Nadie habla de las violaciones registradas en el largo recorrido que hacen migrantes de todos los orígenes y nacionalidades, en el Tapón del Darién, frontera entre Colombia y Panamá. Miles, diariamente, intentan atravesar todo un continente para lograr llegar a Estados Unidos.
Nadie habla de las violaciones, a todo nivel, cubiertas por el velo de las dictaduras de Venezuela y Nicaragua. Muchas de ellas, como lo han logrado documentar los colectivos de apoyo a las víctimas, son cometidas por fuerzas de seguridad estatales.
Nadie habla de las mujeres y niñas sobrevivientes y las que no lograron sobrevivir, marcadas, como ganado, por los criminales de los carteles mexicanos de la droga. Su poder y su maldad, traspasaron el país azteca y se extendieron por El Salvador, Guatemala y Colombia. Permearon hasta la seguridad de Paraguay y Argentina.
Y Haití. Ni siquiera registra en las noticias de la región. Los crímenes contra niñas y adolescentes, perpetrados por las mafias locales son la mejor arma de persuasión para controlar el país. Allí se cuentan, también, las mujeres que hacen parte de los cuerpos de organismos internacionales de derechos humanos quienes están advertidas de lo que les pasará si cruzan el límite.

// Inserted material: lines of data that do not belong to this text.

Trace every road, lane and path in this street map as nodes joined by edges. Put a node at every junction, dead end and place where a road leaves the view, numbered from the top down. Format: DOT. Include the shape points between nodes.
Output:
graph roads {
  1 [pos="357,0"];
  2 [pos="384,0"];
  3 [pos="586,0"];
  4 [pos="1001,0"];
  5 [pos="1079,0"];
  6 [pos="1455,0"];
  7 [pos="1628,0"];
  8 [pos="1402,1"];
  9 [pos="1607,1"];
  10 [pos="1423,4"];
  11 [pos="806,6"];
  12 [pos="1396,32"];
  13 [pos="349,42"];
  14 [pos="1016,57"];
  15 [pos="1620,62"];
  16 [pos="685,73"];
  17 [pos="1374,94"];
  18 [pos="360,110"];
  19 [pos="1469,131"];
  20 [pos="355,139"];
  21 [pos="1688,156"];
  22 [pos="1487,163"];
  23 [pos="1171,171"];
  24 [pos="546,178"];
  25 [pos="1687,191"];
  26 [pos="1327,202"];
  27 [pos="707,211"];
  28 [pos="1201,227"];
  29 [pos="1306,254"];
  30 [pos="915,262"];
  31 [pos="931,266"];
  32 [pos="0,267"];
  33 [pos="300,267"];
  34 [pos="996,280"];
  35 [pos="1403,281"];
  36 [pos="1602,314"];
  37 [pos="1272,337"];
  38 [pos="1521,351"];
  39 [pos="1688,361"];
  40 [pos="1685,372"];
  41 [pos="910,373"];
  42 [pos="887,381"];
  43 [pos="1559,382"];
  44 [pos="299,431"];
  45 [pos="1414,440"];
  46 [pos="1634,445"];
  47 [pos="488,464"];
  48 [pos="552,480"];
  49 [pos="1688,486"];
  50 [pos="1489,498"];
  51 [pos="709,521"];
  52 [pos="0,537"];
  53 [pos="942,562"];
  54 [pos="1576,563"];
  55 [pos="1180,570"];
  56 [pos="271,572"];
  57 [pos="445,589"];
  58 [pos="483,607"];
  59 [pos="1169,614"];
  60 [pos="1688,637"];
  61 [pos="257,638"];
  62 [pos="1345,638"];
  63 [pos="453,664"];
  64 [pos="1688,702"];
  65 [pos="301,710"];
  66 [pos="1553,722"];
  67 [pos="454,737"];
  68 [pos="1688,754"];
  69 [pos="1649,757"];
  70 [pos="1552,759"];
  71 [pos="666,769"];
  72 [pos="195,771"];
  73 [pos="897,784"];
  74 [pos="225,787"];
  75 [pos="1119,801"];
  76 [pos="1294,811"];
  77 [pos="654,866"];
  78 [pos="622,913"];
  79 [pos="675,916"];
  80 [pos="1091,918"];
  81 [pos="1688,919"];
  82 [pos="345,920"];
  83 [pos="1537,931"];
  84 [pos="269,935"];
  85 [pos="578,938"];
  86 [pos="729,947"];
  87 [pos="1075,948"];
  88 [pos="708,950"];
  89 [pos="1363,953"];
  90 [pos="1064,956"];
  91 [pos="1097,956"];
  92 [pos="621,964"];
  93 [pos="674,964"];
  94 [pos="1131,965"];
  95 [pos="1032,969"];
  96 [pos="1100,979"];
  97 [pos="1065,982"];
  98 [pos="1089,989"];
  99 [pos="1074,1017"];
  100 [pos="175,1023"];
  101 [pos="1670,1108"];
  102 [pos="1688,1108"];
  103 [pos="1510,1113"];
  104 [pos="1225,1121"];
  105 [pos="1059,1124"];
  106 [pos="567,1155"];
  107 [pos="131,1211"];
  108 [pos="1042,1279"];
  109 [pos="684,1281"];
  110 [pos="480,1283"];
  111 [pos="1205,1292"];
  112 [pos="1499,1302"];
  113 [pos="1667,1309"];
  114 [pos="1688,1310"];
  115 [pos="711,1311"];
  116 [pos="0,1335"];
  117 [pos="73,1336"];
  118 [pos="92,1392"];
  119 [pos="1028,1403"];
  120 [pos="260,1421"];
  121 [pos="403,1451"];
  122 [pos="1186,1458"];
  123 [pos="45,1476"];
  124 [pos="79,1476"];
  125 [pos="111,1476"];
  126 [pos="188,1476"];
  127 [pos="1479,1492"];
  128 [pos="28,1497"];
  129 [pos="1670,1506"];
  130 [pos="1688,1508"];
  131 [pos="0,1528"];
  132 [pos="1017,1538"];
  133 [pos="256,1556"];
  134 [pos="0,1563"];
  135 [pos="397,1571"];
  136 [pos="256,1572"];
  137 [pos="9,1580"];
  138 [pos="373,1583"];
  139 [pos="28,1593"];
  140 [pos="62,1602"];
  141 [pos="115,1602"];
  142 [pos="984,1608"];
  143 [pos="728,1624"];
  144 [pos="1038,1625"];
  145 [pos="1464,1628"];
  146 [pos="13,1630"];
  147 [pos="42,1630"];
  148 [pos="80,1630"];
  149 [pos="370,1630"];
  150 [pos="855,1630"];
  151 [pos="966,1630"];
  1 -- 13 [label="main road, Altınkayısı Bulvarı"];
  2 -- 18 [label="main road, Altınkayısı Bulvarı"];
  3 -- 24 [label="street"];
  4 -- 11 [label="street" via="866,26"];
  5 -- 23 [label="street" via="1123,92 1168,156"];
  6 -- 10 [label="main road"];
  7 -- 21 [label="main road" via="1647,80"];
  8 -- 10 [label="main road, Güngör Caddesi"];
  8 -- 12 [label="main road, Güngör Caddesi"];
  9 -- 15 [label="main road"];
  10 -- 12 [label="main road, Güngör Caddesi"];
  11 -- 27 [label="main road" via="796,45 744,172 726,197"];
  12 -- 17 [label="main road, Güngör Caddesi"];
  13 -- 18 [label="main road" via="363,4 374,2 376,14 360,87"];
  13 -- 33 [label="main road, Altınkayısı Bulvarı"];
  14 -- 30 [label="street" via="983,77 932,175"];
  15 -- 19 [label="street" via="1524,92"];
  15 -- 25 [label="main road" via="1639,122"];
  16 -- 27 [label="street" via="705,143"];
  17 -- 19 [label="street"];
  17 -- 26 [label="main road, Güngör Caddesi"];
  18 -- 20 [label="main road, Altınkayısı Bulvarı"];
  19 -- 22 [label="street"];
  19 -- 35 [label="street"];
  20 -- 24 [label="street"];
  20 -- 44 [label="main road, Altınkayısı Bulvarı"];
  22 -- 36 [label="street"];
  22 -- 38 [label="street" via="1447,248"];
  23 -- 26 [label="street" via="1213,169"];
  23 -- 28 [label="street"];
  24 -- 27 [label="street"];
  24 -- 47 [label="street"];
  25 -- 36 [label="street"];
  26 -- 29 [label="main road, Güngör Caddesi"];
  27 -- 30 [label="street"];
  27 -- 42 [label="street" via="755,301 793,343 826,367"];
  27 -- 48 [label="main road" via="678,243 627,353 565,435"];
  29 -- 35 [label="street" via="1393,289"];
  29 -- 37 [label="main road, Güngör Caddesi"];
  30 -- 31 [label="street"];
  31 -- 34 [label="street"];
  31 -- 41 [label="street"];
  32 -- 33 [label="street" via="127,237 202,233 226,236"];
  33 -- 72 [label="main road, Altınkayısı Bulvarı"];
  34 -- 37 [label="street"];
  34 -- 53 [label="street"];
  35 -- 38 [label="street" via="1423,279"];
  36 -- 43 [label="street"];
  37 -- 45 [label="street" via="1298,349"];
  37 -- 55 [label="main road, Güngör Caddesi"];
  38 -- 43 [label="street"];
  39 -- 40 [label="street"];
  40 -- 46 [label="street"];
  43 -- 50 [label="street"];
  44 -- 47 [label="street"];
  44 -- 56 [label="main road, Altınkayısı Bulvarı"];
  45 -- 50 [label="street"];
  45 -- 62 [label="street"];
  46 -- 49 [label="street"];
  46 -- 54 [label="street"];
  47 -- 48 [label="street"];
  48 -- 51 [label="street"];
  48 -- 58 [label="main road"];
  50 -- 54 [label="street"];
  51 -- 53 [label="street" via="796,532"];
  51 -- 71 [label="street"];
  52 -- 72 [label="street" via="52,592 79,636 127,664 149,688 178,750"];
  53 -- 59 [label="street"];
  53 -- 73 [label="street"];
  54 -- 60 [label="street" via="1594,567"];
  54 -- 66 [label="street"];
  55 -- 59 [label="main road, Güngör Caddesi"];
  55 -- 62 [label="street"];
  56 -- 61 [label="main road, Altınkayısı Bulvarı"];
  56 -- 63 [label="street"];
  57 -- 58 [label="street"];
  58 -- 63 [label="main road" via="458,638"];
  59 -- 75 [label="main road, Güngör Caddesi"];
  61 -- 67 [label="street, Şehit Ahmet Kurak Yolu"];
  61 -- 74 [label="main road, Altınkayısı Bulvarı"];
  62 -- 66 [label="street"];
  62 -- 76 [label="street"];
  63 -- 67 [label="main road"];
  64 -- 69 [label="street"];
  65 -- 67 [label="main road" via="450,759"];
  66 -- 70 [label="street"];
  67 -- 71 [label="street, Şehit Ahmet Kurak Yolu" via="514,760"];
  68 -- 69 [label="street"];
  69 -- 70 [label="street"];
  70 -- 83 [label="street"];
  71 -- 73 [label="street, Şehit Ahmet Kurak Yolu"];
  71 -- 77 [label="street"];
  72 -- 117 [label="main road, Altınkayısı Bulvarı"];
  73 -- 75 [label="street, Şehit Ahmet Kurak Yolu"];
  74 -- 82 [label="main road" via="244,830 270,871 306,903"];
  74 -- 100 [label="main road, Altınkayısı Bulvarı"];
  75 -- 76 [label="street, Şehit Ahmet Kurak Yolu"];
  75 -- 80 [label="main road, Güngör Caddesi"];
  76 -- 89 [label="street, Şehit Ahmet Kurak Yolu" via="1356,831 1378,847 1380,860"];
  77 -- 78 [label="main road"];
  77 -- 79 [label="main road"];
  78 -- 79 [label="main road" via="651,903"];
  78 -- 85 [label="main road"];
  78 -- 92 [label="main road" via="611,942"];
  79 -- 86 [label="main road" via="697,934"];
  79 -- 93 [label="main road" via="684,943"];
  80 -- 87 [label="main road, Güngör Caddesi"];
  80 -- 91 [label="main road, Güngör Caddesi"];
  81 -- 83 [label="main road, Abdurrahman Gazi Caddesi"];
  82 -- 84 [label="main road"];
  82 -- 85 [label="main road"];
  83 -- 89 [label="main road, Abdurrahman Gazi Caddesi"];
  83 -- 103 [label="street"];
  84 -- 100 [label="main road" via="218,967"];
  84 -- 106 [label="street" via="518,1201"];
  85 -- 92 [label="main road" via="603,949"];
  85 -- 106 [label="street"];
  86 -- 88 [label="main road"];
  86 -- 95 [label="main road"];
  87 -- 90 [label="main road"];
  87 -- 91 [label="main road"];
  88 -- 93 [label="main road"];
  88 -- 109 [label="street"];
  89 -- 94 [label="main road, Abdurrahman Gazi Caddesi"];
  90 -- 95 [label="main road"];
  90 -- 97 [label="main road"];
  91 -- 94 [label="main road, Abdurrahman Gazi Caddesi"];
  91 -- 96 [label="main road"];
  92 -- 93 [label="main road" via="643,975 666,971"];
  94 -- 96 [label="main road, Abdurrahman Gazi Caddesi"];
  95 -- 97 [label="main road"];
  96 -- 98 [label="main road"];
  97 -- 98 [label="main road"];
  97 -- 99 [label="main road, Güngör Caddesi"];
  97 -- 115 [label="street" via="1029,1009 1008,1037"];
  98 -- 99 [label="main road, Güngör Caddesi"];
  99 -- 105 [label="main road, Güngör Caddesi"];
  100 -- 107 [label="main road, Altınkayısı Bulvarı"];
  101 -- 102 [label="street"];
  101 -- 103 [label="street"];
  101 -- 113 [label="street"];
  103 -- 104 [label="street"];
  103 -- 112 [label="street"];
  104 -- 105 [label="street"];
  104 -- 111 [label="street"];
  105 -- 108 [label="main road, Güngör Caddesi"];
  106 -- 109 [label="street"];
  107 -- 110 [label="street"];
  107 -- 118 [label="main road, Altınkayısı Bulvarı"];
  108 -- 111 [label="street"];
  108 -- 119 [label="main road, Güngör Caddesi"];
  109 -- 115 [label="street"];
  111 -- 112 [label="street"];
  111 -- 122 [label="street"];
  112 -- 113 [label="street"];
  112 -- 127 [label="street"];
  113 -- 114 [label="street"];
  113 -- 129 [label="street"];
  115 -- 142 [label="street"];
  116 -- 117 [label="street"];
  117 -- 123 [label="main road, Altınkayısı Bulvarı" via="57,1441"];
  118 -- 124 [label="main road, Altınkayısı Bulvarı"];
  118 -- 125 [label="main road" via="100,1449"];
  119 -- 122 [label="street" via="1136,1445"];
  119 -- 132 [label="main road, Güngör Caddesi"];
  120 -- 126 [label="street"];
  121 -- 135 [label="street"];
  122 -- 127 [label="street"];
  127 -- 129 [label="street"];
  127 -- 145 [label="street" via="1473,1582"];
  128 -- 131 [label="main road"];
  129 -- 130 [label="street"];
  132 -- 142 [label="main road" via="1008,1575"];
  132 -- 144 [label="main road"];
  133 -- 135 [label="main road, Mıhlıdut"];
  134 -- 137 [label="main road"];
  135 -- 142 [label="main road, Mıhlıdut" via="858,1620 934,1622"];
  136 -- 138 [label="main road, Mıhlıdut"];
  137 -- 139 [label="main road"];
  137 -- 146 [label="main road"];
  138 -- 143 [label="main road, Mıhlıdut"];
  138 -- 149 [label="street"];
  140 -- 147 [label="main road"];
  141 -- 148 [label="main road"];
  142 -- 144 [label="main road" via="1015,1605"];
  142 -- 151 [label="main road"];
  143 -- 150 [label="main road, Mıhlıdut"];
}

El infierno de la violencia sexual no está tan lejano. No lo está cuando las mujeres, que no cuentan con más de 20 años, son vendidas en Cartagena o Medellín (Colombia) por las redes de narcotráfico, al mejor postor, para que terminen en burdeles de Alicante, Mallorca, Canarias o Tenerife, España, explotadas y muertas en vida. O en los prostíbulos de élite en Grecia y Rusia, a donde también llegan las adolescentes raptadas de Ucrania o Sudán.
Parece una pesadilla de la que es imposible despertar. Eso hacen las guerras más allá de las armas, de los fusiles de última generación y de los misiles. Como lo reseña el informe de la Representante Pramila Patten, “la violación es la recompensa para los hombres armados”.
Pero decir que todo está perdido sería una falacia. Actuar es una oportunidad y no es necesario tener poder político o económico para hacerlo. El periodismo mismo es el mejor canal para disuadir. Recordar hoy, a través de estas líneas, que mientras usted lee este texto hay una mujer o una niña que está siendo traficada o violentada sexualmente, debe ser un motivo suficiente para levantar la voz. Callarse es alentar a los que usan los cuerpos como armas. Levantar la voz es recordarles a las víctimas que no están solas.